To enjoy this spectacle in all its magnificence, a night must be chosen when the atmosphere is perfectly pure and transparent—one neither illuminated by the moon, nor by the glimmer of twilight or of dawn. The heavens then resemble an immense sea, the broad expanse of which glitters with gold dust or diamonds.

In presence of such splendor, the senses, mind and imagination are alike inthralled. The impression gathered is an emotion at once profound and religious, an indefinable mixture of admiration, and of calm and tender melancholy. It seems as if these distant worlds, in shining earthward, put themselves in close communication with our thoughts.

At a first glance at the starry firmament the stars seem pretty regularly distributed; nevertheless, look at that whitish, undecided, vapory glimmer which girdles the heavens as with a belt. It is the Milky Way.[1] As we approach the borders of this star-cloud in our inspection, the stars appear more and more crowded together, and most of them so small that the eye can scarcely distinguish them. The accumulation of stars in the direction of the Milky Way is more especially visible when we examine the heavens with the aid of a powerful telescope.

The Milky Way itself is nothing more than an immensely extended zone of stars, that is, of suns, since each star, from the most brilliant to the faintest, is a sun.

Here, then, is an immense group, a gigantic assemblage of worlds, which seems to embrace all the universe, if it be true that the greater number of the scattered stars situated out of the Milky Way nevertheless form part of it. In reality, this multitude of millions of suns is divided into numerous and distinct groups, and those into others still more restricted in number, each composed of two or three suns.

What breadth of space does each of these groups occupy? What is the measure of the space which holds them all? The most powerful imagination in vain attempts to answer these questions intelligibly; here numbers fail us.

Let us add—a fact well proved, and one which will seem strange to many—

Our sun himself is a star of the Milky Way.

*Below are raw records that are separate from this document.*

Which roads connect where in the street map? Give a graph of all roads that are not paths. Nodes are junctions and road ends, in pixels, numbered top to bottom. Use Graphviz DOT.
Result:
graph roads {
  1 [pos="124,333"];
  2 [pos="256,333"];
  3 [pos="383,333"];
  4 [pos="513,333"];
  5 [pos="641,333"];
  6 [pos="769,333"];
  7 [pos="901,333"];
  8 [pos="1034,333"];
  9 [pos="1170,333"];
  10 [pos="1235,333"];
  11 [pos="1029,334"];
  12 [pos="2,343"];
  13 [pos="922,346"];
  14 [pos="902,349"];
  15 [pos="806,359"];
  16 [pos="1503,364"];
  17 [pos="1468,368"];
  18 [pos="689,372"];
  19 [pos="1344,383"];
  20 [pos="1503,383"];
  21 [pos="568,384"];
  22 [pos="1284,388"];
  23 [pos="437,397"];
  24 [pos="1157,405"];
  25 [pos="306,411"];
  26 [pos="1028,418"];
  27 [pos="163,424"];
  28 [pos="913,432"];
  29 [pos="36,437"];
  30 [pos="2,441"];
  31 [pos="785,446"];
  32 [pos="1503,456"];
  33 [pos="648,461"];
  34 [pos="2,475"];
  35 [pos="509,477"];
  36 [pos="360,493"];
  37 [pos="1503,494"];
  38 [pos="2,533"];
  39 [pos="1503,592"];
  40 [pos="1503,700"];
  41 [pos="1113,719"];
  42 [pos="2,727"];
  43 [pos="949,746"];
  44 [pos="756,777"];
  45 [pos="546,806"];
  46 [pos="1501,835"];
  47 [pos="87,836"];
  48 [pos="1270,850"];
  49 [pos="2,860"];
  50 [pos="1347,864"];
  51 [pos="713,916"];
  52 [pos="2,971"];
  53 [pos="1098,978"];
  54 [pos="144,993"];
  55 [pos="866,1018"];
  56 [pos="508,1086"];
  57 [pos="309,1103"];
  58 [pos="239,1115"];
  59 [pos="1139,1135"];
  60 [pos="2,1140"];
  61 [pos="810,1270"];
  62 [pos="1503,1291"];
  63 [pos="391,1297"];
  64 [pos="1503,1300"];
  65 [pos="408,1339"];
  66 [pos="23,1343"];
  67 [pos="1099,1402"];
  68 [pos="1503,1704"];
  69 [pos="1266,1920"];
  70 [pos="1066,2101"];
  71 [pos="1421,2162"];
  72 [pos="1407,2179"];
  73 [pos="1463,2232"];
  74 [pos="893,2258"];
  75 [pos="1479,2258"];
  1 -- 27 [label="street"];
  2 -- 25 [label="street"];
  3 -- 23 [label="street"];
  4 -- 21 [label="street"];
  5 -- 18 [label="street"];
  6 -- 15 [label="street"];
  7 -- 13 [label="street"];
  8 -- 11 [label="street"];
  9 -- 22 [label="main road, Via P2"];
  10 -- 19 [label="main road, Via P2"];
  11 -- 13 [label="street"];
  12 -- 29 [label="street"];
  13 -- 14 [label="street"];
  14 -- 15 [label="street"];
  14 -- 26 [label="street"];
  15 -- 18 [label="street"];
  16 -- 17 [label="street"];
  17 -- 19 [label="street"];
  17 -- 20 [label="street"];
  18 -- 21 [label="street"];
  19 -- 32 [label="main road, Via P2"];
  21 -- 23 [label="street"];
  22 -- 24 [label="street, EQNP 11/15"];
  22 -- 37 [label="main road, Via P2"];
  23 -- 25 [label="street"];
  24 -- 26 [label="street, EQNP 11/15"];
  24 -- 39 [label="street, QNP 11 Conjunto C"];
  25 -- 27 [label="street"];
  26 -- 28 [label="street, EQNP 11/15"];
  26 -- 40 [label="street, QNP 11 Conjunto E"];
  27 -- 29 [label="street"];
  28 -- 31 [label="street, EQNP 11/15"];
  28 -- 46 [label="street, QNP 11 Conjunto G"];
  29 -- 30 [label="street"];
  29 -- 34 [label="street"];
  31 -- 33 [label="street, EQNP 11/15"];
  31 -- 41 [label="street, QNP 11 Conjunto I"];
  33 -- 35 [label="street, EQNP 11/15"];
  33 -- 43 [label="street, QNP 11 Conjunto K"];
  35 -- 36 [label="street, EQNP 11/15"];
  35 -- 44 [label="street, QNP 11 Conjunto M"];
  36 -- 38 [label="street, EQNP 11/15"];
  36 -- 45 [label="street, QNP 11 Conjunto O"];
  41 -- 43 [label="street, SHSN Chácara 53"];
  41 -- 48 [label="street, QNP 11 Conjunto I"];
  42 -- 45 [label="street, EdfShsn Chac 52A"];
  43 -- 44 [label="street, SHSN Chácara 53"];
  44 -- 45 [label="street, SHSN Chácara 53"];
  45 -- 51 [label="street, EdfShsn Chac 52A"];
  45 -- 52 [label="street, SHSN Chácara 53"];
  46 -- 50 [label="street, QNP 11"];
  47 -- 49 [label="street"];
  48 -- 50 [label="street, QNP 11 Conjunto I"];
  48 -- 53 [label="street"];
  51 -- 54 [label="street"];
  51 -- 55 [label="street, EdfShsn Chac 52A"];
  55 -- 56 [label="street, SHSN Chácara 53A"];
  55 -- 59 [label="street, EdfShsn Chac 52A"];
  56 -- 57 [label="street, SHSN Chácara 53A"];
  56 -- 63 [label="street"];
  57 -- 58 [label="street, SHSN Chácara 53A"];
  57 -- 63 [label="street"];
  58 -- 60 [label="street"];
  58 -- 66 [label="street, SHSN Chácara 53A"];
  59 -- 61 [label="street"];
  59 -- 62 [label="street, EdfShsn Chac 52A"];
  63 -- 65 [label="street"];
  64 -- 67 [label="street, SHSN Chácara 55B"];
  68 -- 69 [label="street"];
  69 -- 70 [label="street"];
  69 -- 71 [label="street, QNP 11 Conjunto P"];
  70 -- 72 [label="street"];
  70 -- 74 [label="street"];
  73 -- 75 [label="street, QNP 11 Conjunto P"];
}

In examining attentively every part of the starry vault, a keen eye perceives here and there whitish spots resembling little clouds. One would say they were so many patches detached from the Milky Way, from which, however, they are often very distinct and very distant. The telescope discovers by thousands those cloud-patches, these—to give them their astronomical name—Nebulæ.

It was formerly imagined that each of these star-clouds was nothing more than an accumulation of stars, very close together, and very numerous—so many Milky Ways lying outside our own, and for the most part so distant that the most powerful instruments were able only to distinguish a confused glimmering. One of the most important observations of modern times, however, has shown that many of these nebulæ, including the most glorious one in our northern hemisphere—that in the sword-handle of Orion—are but masses of glowing gases.